I have a 4 node 2.7.3 Petasan Cluster running on dell R730XDs with 64 GB RAM, 2 CPU E5-2680v3.  Each node had 12 HDD , with 2 NVMes and one SSD as journals on each server.  All servers have the same number of the same size disks, the same NVMes and the same SSDs.   The same 4 HDDs are assigned to the same journal device on each server node.  I have Dell's Intel X520 10 GB NICs on board.

Due to long run-times, I decided to replace the SSD and one NVMe on each of the servers (the other NVMe was only recently added).  To do this, I shut down a node, removed the NVMe and SSD, and replaced them with 2 new NVMEs, rebooted and found 8 OSDs of 12 on the node were down, as expected.

I have only the RBD pool configured with 1024 PGs, one single 100 TB iSCSI drive using 3-2 (default) resiliency.

After adding the new NVMes to PetaSAN as journal disks, the iSCSI disk was unaffected up to this point.  PG Status show 1024 Active PG and the disk was attached at the Hyper-V Failover Cluster.

However, when I added my first OSD back and assigned it to the first new NVMe for journaling, my pool went inactive, my iSCSI disk disappeared and PG status show 1987 PCs active.

"ceph health detail" showed some PGs stuck inactive with many PGs stuck Degraded.  The degraded one were being unstuck by the backfill process, which took a long time, but so be it.  The pool and iSCSI disk were down because of the stuck inactive PGs.

Since my Hyper-V Cluster was completely down, I elected to stop/start one OSD process associated with each PG that was stuck inactive and this resulted in the restoration of the pool and the iSCSI disk.

The rebuild process took 8+ hours.  I saw I/O rates of 800 MB/s on the upgrade PetaSAN node, and in the end, I could find no reference to this problem except perhaps a ceph bug report in 2018 where inactive PGs were not re-examined until a bad OSD was STARTED and STOPPED (the opposite of my circumstance - also this bug is reported in ceph 14.2.0 and is supposed to be resolved given that we're using ceph 14.2.11).

I'm asking for help only because I have 4 servers to upgrade similarly.  I've completed the 2nd of 4 and it did exactly the same thing - Active PGs dropped and the pool and iSCSI disk went down - and so did my Hyper-V cluster.  Since I expected it this time, I had my VMs all off and the Hyper-V cluster paused.

BUT - an additional "not-supposed-to-happen" thing happened.

While the PetaSAN cluster we recovering and before I cycled the OSD processes for the Stuck Inactive PGs, the iSCSI disk became accessible from to the Hyper-V cluster on iSCSI - even thought the PetaSAN UI showed the pool as Inactive and no iSCSI disk appeared on the iSCSI page.

Can you give me any idea what's happening?

Can you tell me how to replace journal disks without losing the iSCSI disk(s) and the pool (as in without causing Stuck Inactive PGs).  I have RBD set to 3 copies, requiring 2 to be up and I have 4 nodes. How could I possibly lose active PGs?

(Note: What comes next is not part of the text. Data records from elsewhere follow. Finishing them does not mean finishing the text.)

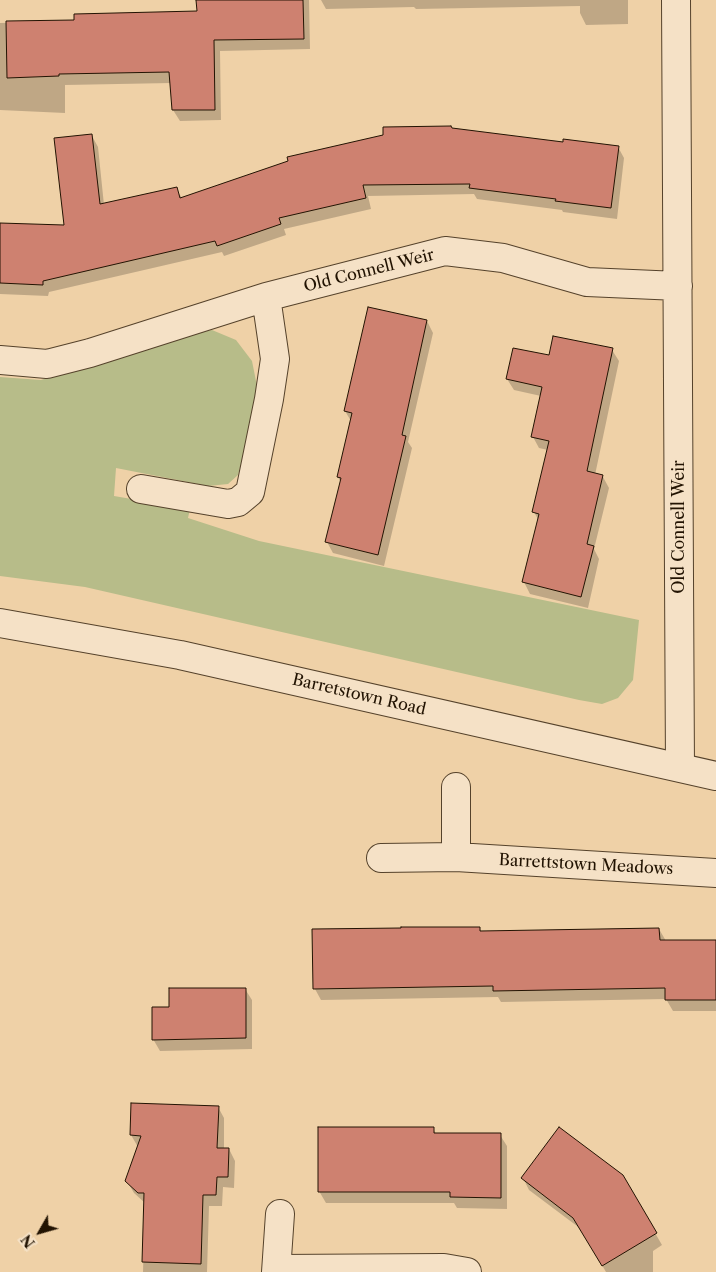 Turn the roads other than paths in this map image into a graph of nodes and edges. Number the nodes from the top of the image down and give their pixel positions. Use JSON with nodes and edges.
{"nodes":[{"id":1,"x":676,"y":0,"type":"edge"},
{"id":2,"x":678,"y":286,"type":"junction"},
{"id":3,"x":266,"y":297,"type":"junction"},
{"id":4,"x":0,"y":360,"type":"edge"},
{"id":5,"x":141,"y":489,"type":"dead end"},
{"id":6,"x":0,"y":623,"type":"edge"},
{"id":7,"x":680,"y":767,"type":"junction"},
{"id":8,"x":716,"y":776,"type":"edge"},
{"id":9,"x":456,"y":788,"type":"dead end"},
{"id":10,"x":456,"y":857,"type":"junction"},
{"id":11,"x":381,"y":858,"type":"dead end"},
{"id":12,"x":716,"y":872,"type":"edge"},
{"id":13,"x":280,"y":1214,"type":"dead end"},
{"id":14,"x":277,"y":1271,"type":"edge"},
{"id":15,"x":467,"y":1272,"type":"edge"}],
"edges":[{"from":1,"to":2,"type":"street","name":"Old Connell Weir"},
{"from":2,"to":3,"type":"street","name":"Old Connell Weir"},
{"from":2,"to":7,"type":"street","name":"Old Connell Weir"},
{"from":3,"to":4,"type":"street","name":"Old Connell Weir"},
{"from":3,"to":5,"type":"street"},
{"from":6,"to":7,"type":"street","name":"Barretstown Road"},
{"from":7,"to":8,"type":"street","name":"Barretstown Road"},
{"from":9,"to":10,"type":"street"},
{"from":10,"to":11,"type":"street","name":"Barrettstown Meadows"},
{"from":10,"to":12,"type":"street","name":"Barrettstown Meadows"},
{"from":13,"to":14,"type":"street"},
{"from":14,"to":15,"type":"street"}]}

What am I misunderstanding here?

Any help you can give will be appreciated.

Jim Graczyk

You could use ceph-bluestore-tool to migrate the journal to new device without OSD recreation.

As for what happened, hard to say exactly without investigation deeper, but one likely scenario is recovery load/speed is too fast for hardware you have. When you recreate 1 node out of 4, you are re-copying 25% of your stored data to the new node, this could be too much load for the existing hardware. You can check if your disks were stressed from the disk % util chart. It such cases it is better to reduce the recovery speed from Maintenance menu and then increase it in steps if you find you  client workload is not affected or disk % util are not too high. Another method is to reduce the OSD crush weight from the Maintenance menu and gradually increase it.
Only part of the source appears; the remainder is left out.